LOCAL AUTHORITY ACCOUNTS: A SUMMARY OF YOUR RIGHTS

Please note that this summary applies to all relevant smaller authorities, including local councils, internal drainage boards and ‘other’ smaller authorities.

The basic position

The Local Audit and Accountability Act 2014 (the Act) governs the work of auditors appointed to smaller authorities. This summary explains the provisions contained in Sections 26 and 27 of the Act. The Act and the Accounts and Audit Regulations 2015 also cover the duties, responsibilities and rights of smaller authorities, other organisations and the public concerning the accounts being audited.

As a local elector, or an interested person, you have certain legal rights in respect of the accounting records of smaller authorities. As an interested person you can inspect accounting records and related documents. If you are a local government elector for the area to which the accounts relate you can also ask questions about the accounts and object to them. You do not have to pay directly for exercising your rights. However, any resulting costs incurred by the smaller authority form part of its running costs. Therefore, indirectly, local residents pay for the cost of you exercising your rights through their council tax.

The right to inspect the accounting records

Any interested person can inspect the accounting records, which includes but is not limited to local electors. You can inspect the accounting records for the financial year to which the audit relates and all books, deeds, contracts, bills, vouchers, receipts and other documents relating to those records. You can copy all, or part, of these records or documents. Your inspection must be about the accounts, or relate to an item in the accounts. You cannot, for example, inspect or copy documents unrelated to the accounts, or that include personal information (Section 26 (6) – (10) of the Act explains what is meant by personal information). You cannot inspect information which is protected by commercial confidentiality. This is information which would prejudice commercial confidentiality if it was released to the public and there is not, set against this, a very strong reason in the public interest why it should nevertheless be disclosed.

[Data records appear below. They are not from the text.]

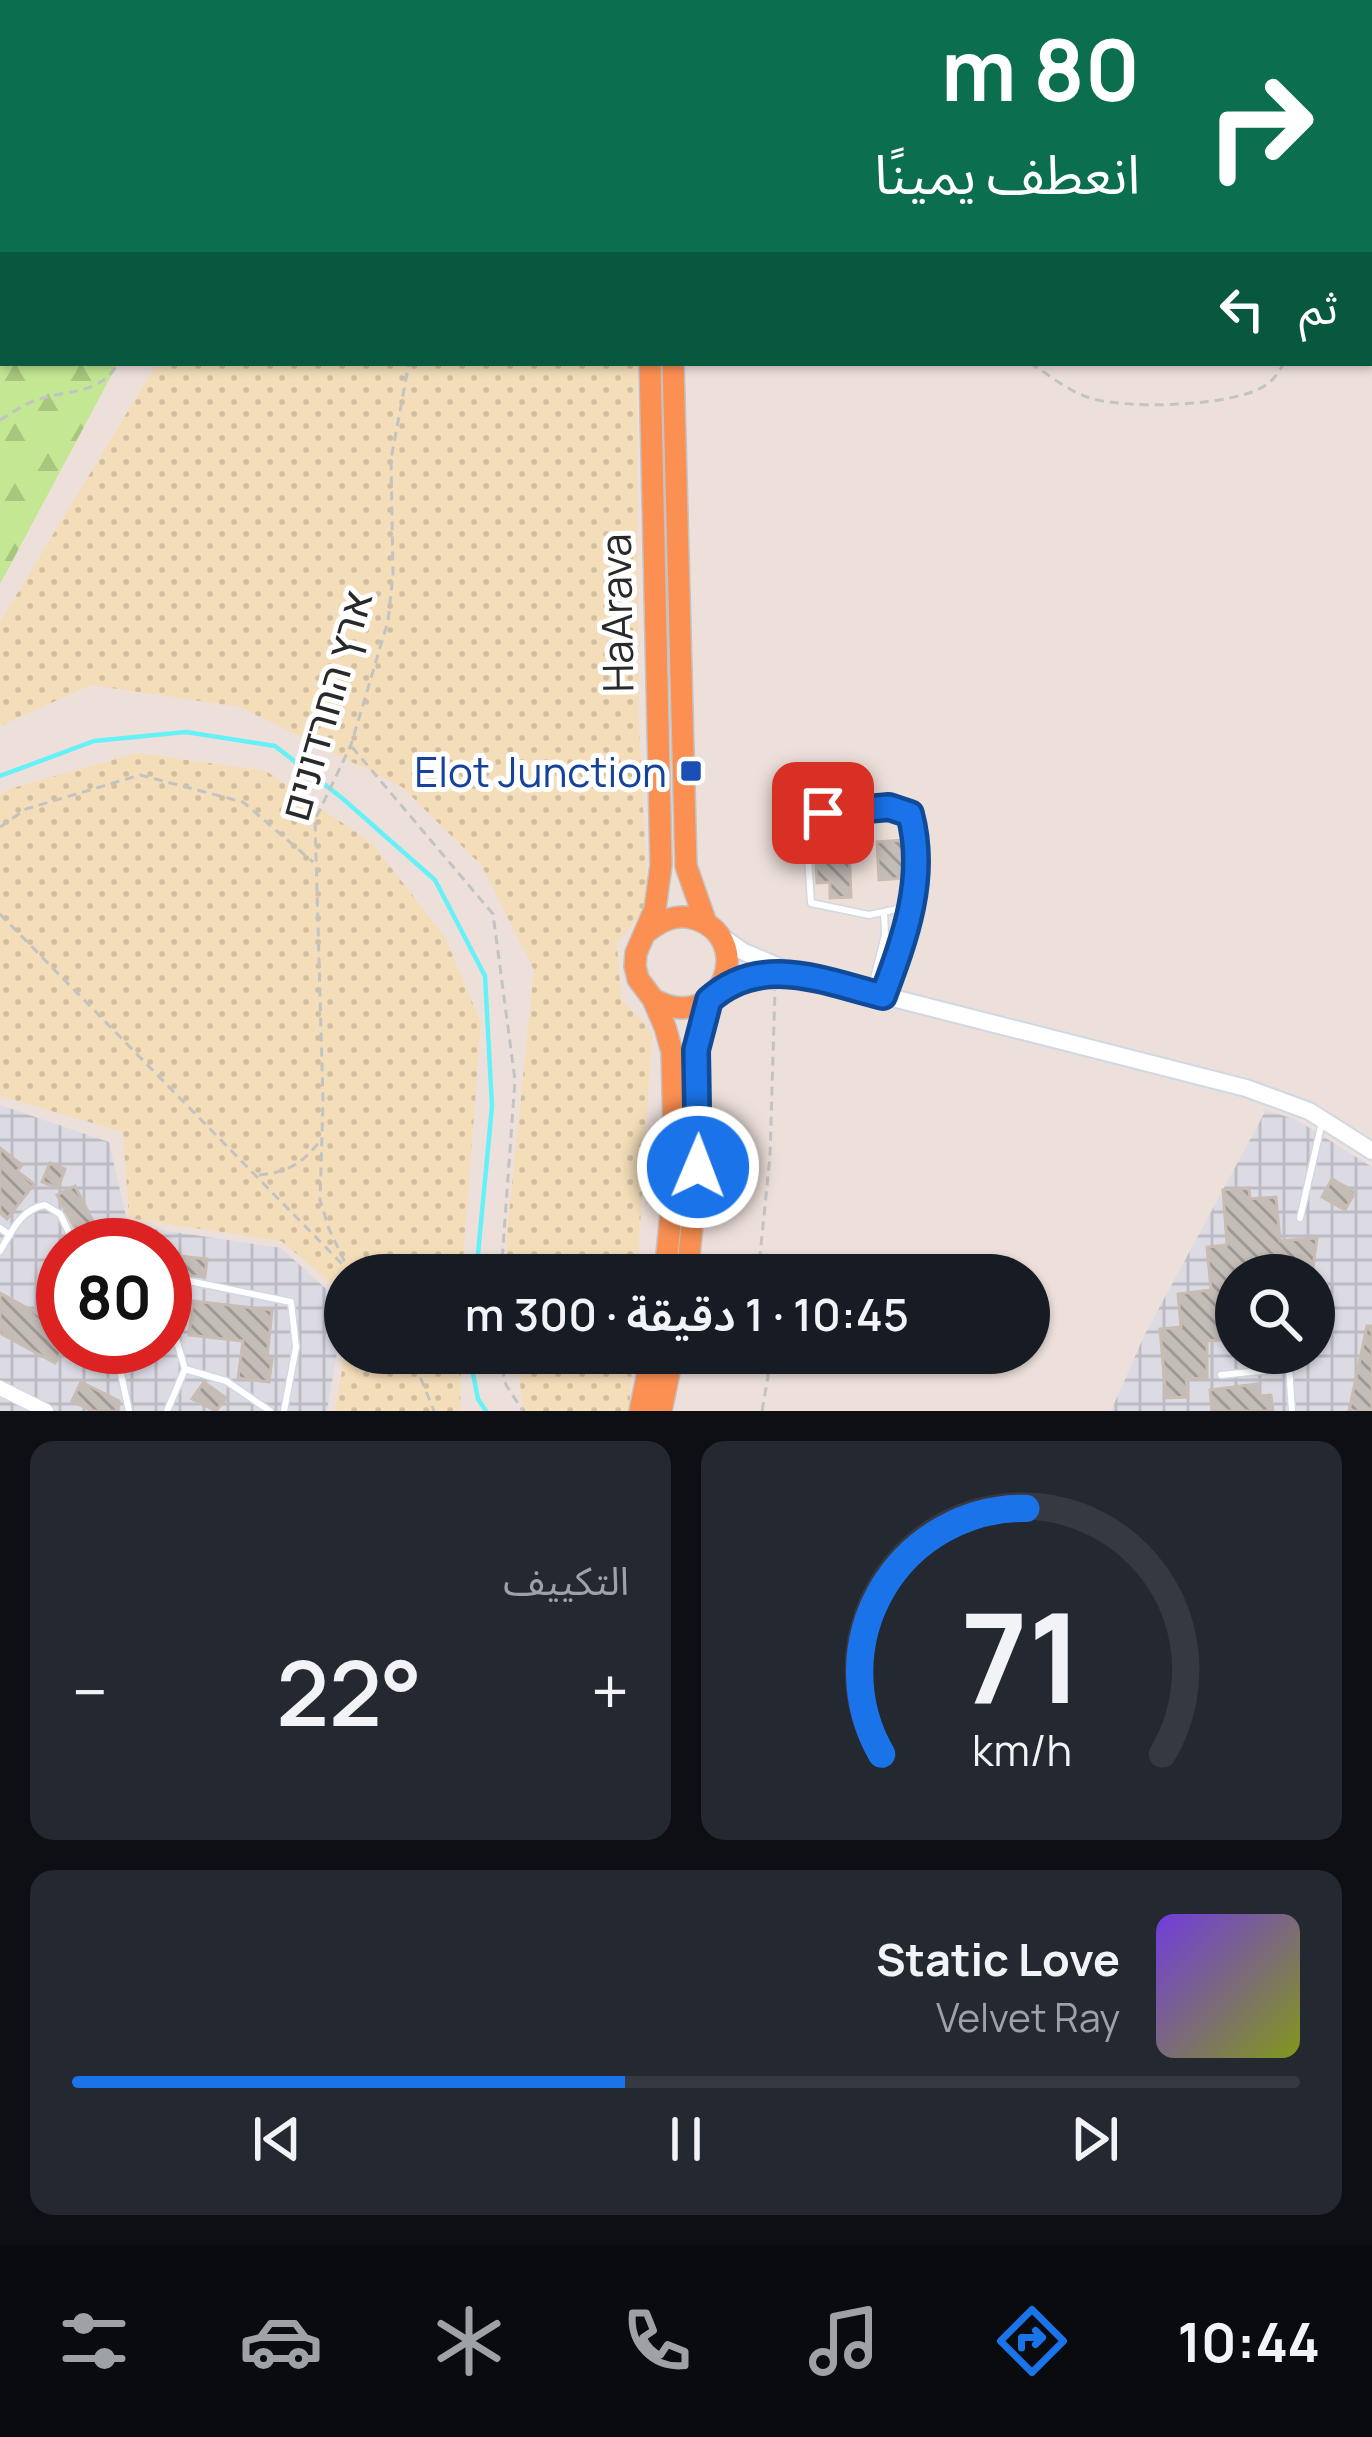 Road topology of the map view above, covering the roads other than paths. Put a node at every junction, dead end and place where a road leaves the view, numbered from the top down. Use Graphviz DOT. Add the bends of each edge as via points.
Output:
graph roads {
  1 [pos="650,366"];
  2 [pos="673,366"];
  3 [pos="912,906"];
  4 [pos="884,912"];
  5 [pos="711,928"];
  6 [pos="648,931"];
  7 [pos="783,972"];
  8 [pos="877,995"];
  9 [pos="712,996"];
  10 [pos="653,999"];
  11 [pos="1323,1120"];
  12 [pos="1372,1151"];
  13 [pos="62,1218"];
  14 [pos="1300,1218"];
  15 [pos="0,1228"];
  16 [pos="10,1235"];
  17 [pos="0,1251"];
  18 [pos="666,1254"];
  19 [pos="689,1254"];
  20 [pos="192,1282"];
  21 [pos="192,1371"];
  22 [pos="121,1374"];
  23 [pos="183,1374"];
  24 [pos="648,1374"];
  25 [pos="669,1374"];
  26 [pos="1221,1375"];
  27 [pos="0,1388"];
  28 [pos="28,1407"];
  29 [pos="46,1411"];
  30 [pos="129,1411"];
  31 [pos="166,1411"];
  32 [pos="270,1411"];
  33 [pos="284,1411"];
  34 [pos="640,1411"];
  35 [pos="661,1411"];
  36 [pos="1292,1411"];
  1 -- 6 [label="highway, HaArava" via="662,866"];
  2 -- 5 [label="highway, HaArava" via="686,866"];
  3 -- 4 [label="lane"];
  3 -- 4 [label="lane" via="918,874 910,814 889,807 810,817 811,903"];
  3 -- 8 [label="lane"];
  4 -- 8 [label="lane"];
  5 -- 6 [label="highway" via="670,918"];
  5 -- 7 [label="street"];
  5 -- 9 [label="highway, HaArava" via="727,956 724,982"];
  6 -- 10 [label="highway, HaArava" via="635,966"];
  7 -- 8 [label="street"];
  7 -- 9 [label="street" via="741,979"];
  8 -- 11 [label="street" via="1246,1088"];
  9 -- 10 [label="highway" via="676,1008"];
  9 -- 19 [label="highway, HaArava" via="697,1034"];
  10 -- 18 [label="highway, HaArava" via="672,1052 676,1113"];
  11 -- 12 [label="street"];
  11 -- 14 [label="lane"];
  13 -- 16 [label="lane" via="45,1205 32,1207"];
  15 -- 16 [label="lane"];
  16 -- 17 [label="lane"];
  20 -- 33 [label="lane" via="291,1302 296,1347"];
  21 -- 32 [label="lane" via="226,1381"];
  22 -- 30 [label="lane"];
  23 -- 31 [label="lane"];
  24 -- 34 [label="highway"];
  25 -- 35 [label="highway"];
  26 -- 36 [label="lane" via="1289,1368"];
  27 -- 28 [label="street"];
  28 -- 29 [label="street"];
}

When smaller authorities have finished preparing accounts for the financial year and approved them, they must publish them (including on a website). There must be a 30 working day period, called the ‘period for the exercise of public rights’, during which you can exercise your statutory right to inspect the accounting records. Smaller authorities must tell the public, including advertising this on their website, that the accounting records and related documents are available to inspect. By arrangement you will then have 30 working days to inspect and make copies of the accounting records. You may have to pay a copying charge. The 30 working day period must include a common period of inspection during which all smaller authorities’ accounting records are available to inspect. This will be 1-14 July 2021 for 2020/21 accounts. The advertisement must set out the dates of the period for the exercise of public rights, how you can communicate to the smaller authority that you wish to inspect the accounting records and related documents, the name and address of the auditor, and the relevant legislation that governs the inspection of accounts and objections.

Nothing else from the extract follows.